»»

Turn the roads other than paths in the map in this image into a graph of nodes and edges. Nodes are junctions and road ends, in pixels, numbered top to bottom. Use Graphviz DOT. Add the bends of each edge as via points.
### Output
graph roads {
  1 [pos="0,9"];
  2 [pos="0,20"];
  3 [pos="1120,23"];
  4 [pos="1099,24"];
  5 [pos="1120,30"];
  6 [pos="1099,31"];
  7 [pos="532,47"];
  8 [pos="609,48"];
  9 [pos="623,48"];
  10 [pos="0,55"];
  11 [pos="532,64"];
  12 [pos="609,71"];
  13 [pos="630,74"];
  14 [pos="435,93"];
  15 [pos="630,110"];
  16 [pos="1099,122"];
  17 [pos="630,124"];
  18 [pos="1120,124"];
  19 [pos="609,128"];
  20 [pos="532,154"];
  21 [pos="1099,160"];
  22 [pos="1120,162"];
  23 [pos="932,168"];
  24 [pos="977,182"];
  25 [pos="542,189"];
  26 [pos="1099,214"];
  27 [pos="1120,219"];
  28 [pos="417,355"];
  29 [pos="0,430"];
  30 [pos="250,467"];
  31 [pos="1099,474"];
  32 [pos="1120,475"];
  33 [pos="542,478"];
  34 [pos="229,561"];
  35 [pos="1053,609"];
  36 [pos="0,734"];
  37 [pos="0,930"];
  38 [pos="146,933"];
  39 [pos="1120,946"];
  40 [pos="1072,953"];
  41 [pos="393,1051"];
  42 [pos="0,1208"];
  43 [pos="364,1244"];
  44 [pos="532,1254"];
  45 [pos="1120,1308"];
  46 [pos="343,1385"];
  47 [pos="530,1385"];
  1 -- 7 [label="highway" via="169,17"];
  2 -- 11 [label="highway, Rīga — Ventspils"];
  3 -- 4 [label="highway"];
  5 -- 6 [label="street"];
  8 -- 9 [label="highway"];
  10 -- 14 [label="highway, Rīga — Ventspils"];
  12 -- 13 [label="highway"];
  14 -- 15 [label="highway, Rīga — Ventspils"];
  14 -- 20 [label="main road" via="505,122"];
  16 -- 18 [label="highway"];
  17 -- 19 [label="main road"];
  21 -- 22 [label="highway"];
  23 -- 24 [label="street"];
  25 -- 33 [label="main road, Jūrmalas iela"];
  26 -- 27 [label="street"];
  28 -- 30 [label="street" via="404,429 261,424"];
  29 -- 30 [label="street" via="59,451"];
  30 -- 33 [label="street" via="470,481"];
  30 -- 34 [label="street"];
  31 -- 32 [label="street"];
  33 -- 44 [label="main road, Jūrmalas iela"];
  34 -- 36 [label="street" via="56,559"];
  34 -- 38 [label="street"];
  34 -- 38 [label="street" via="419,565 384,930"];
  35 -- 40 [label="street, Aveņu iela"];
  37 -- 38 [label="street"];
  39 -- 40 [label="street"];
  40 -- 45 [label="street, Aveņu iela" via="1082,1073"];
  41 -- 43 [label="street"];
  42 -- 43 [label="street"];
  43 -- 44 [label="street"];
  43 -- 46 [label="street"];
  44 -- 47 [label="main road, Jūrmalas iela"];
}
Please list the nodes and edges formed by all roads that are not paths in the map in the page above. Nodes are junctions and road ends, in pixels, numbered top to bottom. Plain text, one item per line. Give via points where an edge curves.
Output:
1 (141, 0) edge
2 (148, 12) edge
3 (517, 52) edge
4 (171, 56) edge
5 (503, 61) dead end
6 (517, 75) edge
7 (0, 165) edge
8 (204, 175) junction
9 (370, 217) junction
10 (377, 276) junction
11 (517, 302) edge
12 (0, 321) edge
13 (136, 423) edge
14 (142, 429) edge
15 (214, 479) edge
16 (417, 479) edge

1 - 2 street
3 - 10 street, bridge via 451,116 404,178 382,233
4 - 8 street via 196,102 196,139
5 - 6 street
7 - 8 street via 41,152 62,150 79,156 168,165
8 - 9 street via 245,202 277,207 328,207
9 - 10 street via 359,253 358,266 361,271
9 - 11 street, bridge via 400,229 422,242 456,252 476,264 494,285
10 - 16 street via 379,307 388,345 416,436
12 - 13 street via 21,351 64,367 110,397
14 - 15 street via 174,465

««

The lines holding the word "ends" are the answer. Pull them out of the records and copy them.

● Answer for this exercise
Turn the roads other than paths in the map in this image into a graph of nodes and edges. Nodes are junctions and road ends, in pixels, numbered top to bottom. Use Graphviz DOT. Add the bends of each edge as via points.
Please list the nodes and edges formed by all roads that are not paths in the map in the page above. Nodes are junctions and road ends, in pixels, numbered top to bottom. Plain text, one item per line. Give via points where an edge curves.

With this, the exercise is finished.